Activity:
Transcribe, starting at the line with "middle dip: (65, 103)" and ending at the line with "wrist: (242, 183)", every line of the material below exactly, but leave out the pictures and anything outside that span.

Provided records:
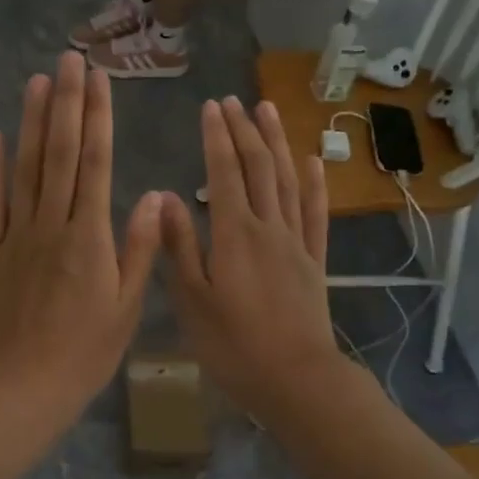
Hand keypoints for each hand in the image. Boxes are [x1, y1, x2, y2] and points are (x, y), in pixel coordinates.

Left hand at [0, 52, 161, 427]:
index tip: (98, 80)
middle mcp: (51, 223)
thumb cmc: (85, 351)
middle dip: (65, 103)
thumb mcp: (126, 305)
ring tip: (36, 81)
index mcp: (89, 236)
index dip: (97, 117)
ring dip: (30, 122)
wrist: (22, 384)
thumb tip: (155, 194)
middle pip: (57, 153)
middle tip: (67, 59)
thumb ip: (140, 247)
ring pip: (24, 168)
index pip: (94, 163)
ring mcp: (15, 234)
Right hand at [160, 98, 342, 416]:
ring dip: (277, 143)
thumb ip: (179, 246)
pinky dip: (313, 184)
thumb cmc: (233, 345)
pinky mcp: (314, 261)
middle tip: (235, 100)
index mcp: (233, 234)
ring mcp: (296, 242)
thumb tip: (164, 197)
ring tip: (269, 111)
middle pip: (257, 167)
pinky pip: (315, 213)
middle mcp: (267, 227)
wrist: (296, 379)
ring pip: (287, 181)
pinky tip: (311, 161)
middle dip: (245, 131)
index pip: (224, 172)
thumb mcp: (192, 299)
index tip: (211, 107)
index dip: (217, 137)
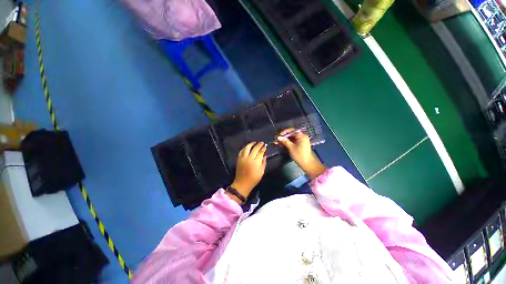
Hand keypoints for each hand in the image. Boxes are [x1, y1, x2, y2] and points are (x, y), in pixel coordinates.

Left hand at [229, 142, 266, 202]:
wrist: (242, 183)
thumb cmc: (254, 179)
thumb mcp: (262, 171)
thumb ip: (263, 162)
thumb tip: (264, 155)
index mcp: (256, 162)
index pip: (260, 152)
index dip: (263, 149)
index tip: (265, 146)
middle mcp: (249, 158)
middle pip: (254, 149)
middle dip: (259, 145)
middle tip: (261, 143)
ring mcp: (243, 158)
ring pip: (247, 148)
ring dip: (251, 144)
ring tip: (254, 142)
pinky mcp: (239, 159)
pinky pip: (241, 151)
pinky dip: (245, 148)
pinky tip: (247, 147)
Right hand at [275, 128, 325, 178]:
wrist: (307, 164)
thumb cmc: (300, 155)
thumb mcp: (291, 147)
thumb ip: (285, 141)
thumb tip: (278, 137)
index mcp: (301, 136)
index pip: (291, 131)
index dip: (284, 132)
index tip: (278, 136)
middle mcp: (301, 137)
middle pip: (290, 134)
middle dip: (283, 137)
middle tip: (276, 140)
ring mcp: (300, 141)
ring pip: (290, 139)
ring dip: (283, 140)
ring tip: (276, 143)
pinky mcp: (299, 145)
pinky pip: (292, 142)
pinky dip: (286, 143)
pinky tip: (280, 145)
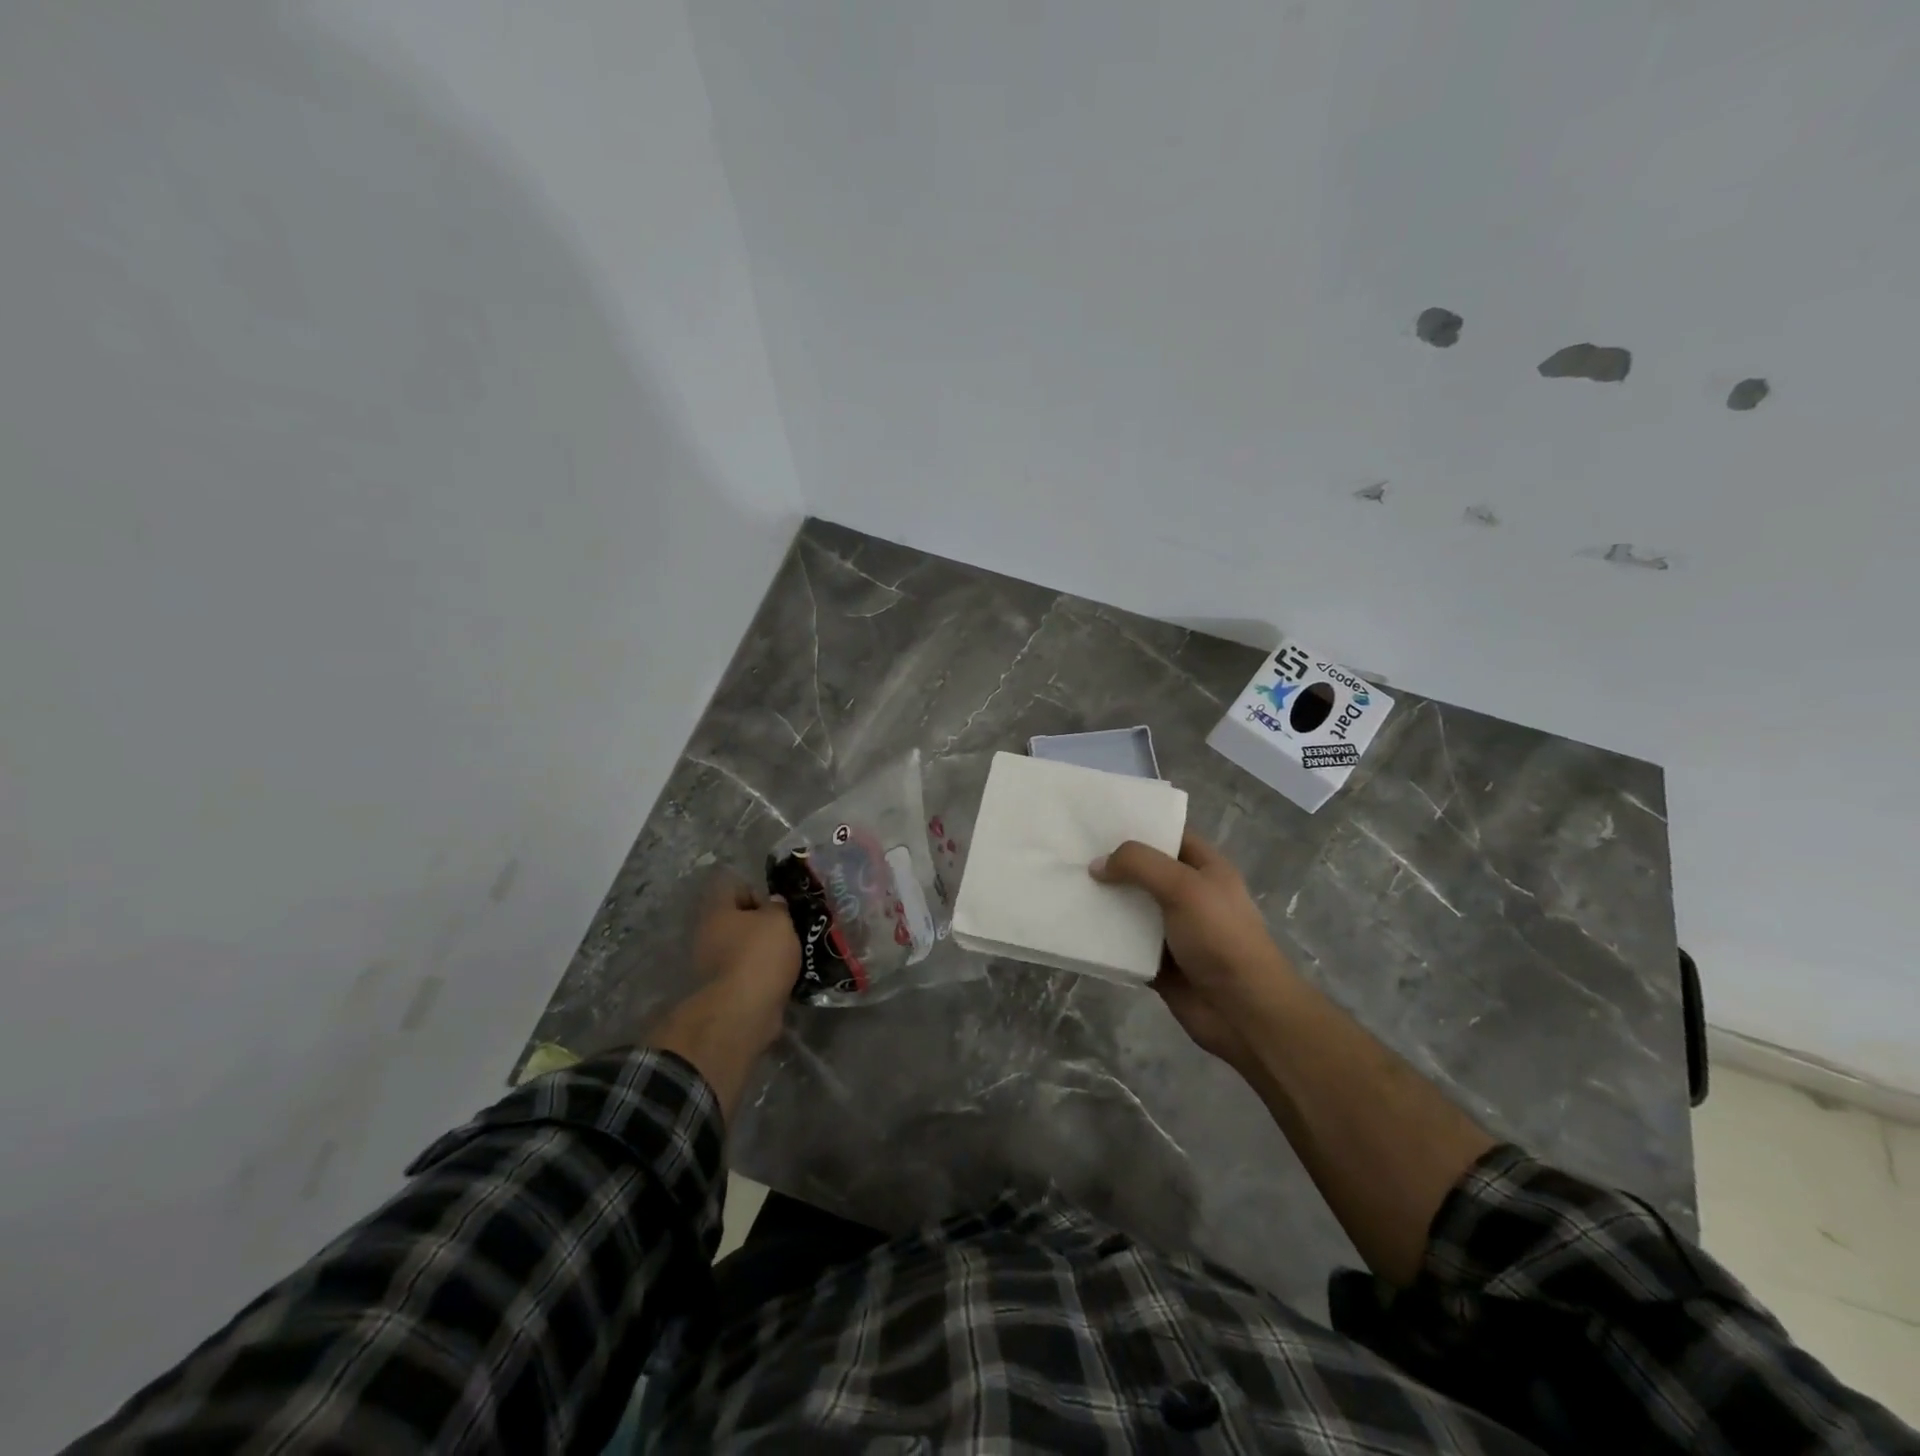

Answer to the problem:
middle dip: (65, 103)
thumb mcp: (126, 305)
ring tip: (36, 81)
index mcp: (89, 236)
index dip: (97, 117)
ring dip: (30, 122)
wrist: (22, 384)
thumb tip: (155, 194)
middle pip: (57, 153)
middle tip: (67, 59)
thumb ip: (140, 247)
ring pip: (24, 168)
index pip: (94, 163)
ring mcp: (15, 234)
Right hand at [160, 98, 342, 416]:
ring dip: (277, 143)
thumb ip: (179, 246)
pinky dip: (313, 184)
thumb cmc: (233, 345)
pinky mcp: (314, 261)
middle tip: (235, 100)
index mcp: (233, 234)
ring mcp: (296, 242)
thumb tip: (164, 197)
ring tip: (269, 111)
middle pip: (257, 167)
pinky pip: (315, 213)
middle mcp: (267, 227)
wrist: (296, 379)
ring pip: (287, 181)
pinky tip: (311, 161)
middle dip: (245, 131)
index pip: (224, 172)
thumb mcp: (192, 299)
index tip: (211, 107)
index dip: (217, 137)
Hand keypoints for each hand in the image. Boxes are [x1, y1, x2, y2] and points are (x, y), in pixel coordinates.

Left hand at [229, 142, 266, 202]:
wrist: (242, 183)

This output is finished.